Thursday, July 13, 2006

Simple Comments

While I was deeply immersed in my practice a few days back, a friend J walked in and sat there quietly. I was going through Albeniz's Granada from his Suite Espanola. After listening to a full run of it, J, in a state of reverie, remarked simply "I love the middle section.". He didn't bother to go on justifying his comments by translating what he felt from the music into words, not because he wasn't musically trained, but simply because he knew he didn't have to.

No, I'm not a pianist, but since this score is originally written for the piano, I guess I'll use the original piano score. The guitar transcription is transcribed a semitone lower, from the key of F to the key of E. I still sincerely believe that this work is written with the sounds of the spanish guitar in mind, for it truly sounds better on the guitar compared to the original instrument for which it is written for.

This is the start of his "middle section", the modulation into the key of F min. This dreamy section of the work momentarily transports the listener to the most tranquil and serene streets of Granada in the evening. Maybe it wouldn't be right to classify bars 41 to 44 (the first 4 bars above) as the middle section, as they form the transition bars from the opening section in F maj to the middle section in F min. The first section describes of the hustle and bustle of the streets during the day (for once, crowds are actually so lovely with the hills and mountains of Sierra Nevadas as the background) and as the night falls (as shown the the first 4 bars above), the intrinsic charm of the province reveals itself...

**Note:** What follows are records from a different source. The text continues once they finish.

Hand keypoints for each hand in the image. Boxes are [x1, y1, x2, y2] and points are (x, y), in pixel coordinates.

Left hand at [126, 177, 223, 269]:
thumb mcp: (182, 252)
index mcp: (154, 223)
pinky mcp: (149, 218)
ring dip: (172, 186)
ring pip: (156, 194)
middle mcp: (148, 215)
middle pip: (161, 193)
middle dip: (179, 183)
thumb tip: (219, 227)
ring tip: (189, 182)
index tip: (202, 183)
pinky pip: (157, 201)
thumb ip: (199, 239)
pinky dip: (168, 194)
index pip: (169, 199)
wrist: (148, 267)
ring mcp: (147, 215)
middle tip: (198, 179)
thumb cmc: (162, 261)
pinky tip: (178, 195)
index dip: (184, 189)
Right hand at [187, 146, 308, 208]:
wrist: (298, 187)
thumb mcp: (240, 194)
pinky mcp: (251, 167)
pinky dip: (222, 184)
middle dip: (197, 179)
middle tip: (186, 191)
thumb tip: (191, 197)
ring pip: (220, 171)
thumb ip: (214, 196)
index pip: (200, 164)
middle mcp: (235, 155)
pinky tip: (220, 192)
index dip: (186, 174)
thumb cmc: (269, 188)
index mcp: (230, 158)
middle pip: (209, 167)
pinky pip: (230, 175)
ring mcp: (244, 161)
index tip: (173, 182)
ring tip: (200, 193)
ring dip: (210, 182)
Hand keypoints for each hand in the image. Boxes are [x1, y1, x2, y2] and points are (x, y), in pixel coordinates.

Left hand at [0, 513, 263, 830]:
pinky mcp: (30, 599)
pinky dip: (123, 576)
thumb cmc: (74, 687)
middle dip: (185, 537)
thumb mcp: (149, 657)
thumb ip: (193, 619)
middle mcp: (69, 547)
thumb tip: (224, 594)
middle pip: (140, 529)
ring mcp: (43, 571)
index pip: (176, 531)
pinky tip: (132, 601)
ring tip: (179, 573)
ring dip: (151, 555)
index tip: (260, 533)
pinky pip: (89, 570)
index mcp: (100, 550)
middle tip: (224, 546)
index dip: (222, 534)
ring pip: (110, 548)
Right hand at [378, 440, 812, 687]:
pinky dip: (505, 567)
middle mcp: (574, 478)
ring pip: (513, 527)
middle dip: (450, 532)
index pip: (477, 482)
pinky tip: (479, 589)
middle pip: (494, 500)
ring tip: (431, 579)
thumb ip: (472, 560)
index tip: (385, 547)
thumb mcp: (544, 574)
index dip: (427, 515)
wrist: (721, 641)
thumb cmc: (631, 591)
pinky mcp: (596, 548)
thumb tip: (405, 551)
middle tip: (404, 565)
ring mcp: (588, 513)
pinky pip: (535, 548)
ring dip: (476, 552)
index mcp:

The F min chord in the lower registers progressed in such a lovely, misty manner into the G dim chord in the higher registers of the instrument in the first 4 bars here shown here. Nope, the noise from the day hasn't completely disappeared, but the crowds are either starting to go back home for dinner or head to the nearest taverns for a drink. And then from bar 45 time stops. Alright, that's not much of a description, but I thought that pretty much sums it up. Doesn't that how one feel when one behold the most alluring sight like the Alhambra? The repetition of the motive from bars 48 to bars 50 in various forms throughout the middle section. Somehow the composer is trying to recapture the very honest emotions which struck him when he was walking along the streets of Granada, beholding the picturesque surroundings of this most simple province in Andalusia.

Somehow, J captured the entire mood of this middle section upon the first listening when he opened himself up to the music. That remark was made with such honesty. Somehow, as a performer, it's truly satisfying to be able to touch the hearts of people and move them with my music.